** Material supplied follows **

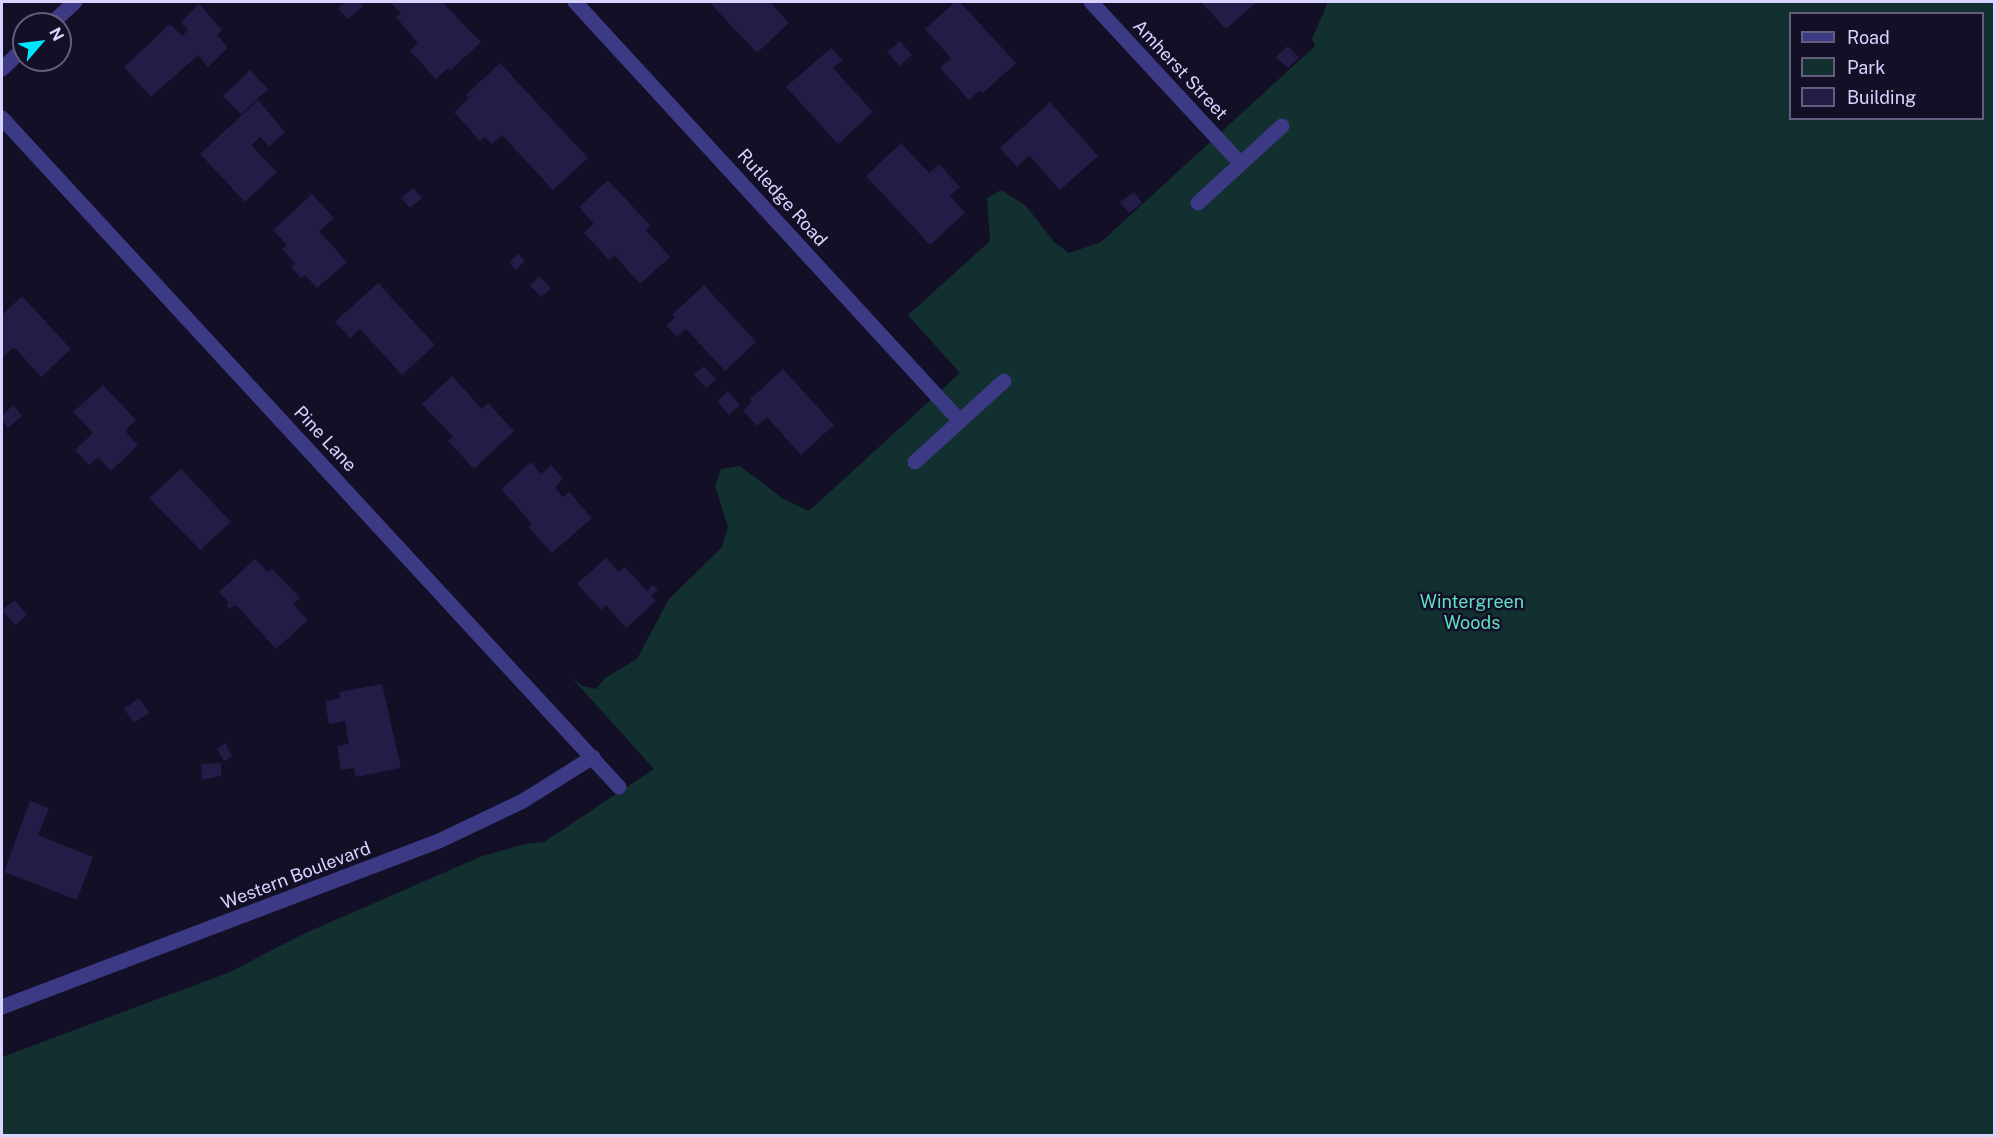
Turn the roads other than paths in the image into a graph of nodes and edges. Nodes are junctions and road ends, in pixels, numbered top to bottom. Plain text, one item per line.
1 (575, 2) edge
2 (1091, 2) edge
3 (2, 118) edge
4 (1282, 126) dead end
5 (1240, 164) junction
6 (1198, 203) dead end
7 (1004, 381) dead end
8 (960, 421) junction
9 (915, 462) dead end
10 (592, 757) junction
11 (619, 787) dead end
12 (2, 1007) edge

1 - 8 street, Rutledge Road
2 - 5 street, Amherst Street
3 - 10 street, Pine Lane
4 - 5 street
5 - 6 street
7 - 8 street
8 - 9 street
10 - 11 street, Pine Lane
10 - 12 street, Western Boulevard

** End of Material supplied **
** Material supplied follows **

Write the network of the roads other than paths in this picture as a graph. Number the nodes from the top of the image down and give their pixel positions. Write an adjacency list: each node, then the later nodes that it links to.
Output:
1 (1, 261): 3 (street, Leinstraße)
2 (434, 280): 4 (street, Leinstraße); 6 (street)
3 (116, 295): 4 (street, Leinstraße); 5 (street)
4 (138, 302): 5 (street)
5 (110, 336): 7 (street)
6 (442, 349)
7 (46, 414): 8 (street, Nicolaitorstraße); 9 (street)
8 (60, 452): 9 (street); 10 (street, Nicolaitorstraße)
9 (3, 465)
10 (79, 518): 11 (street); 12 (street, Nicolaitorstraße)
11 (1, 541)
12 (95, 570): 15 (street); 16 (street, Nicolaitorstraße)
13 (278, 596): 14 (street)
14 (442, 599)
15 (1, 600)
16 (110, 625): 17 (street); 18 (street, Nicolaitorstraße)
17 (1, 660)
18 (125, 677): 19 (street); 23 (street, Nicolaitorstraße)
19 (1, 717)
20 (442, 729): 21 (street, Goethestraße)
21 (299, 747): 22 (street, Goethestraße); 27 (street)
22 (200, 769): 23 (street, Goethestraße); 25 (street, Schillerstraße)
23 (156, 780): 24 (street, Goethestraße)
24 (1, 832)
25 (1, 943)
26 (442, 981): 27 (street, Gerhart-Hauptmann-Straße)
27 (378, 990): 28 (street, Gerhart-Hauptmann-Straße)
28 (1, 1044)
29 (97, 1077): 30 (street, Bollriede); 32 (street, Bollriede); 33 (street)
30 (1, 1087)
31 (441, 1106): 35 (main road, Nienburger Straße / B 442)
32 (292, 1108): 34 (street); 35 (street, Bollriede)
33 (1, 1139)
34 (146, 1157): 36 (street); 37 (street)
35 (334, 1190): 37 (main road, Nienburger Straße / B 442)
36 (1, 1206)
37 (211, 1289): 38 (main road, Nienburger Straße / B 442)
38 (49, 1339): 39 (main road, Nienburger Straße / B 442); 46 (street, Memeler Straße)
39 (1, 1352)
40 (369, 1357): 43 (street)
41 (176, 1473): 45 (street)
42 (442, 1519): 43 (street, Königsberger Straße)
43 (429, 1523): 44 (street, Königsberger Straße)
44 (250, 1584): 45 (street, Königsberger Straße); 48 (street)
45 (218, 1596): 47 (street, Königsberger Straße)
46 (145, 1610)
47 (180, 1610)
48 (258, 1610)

** End of Material supplied **
** Material supplied follows **

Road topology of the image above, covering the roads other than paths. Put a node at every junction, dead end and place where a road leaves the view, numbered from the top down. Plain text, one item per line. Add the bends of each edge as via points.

** End of Material supplied **

| Aim of the exercise |
Using the listing, collect all lines in which the string "down" is found.

| Result for this exercise |
Write the network of the roads other than paths in this picture as a graph. Number the nodes from the top of the image down and give their pixel positions. Write an adjacency list: each node, then the later nodes that it links to.
Road topology of the image above, covering the roads other than paths. Put a node at every junction, dead end and place where a road leaves the view, numbered from the top down. Plain text, one item per line. Add the bends of each edge as via points.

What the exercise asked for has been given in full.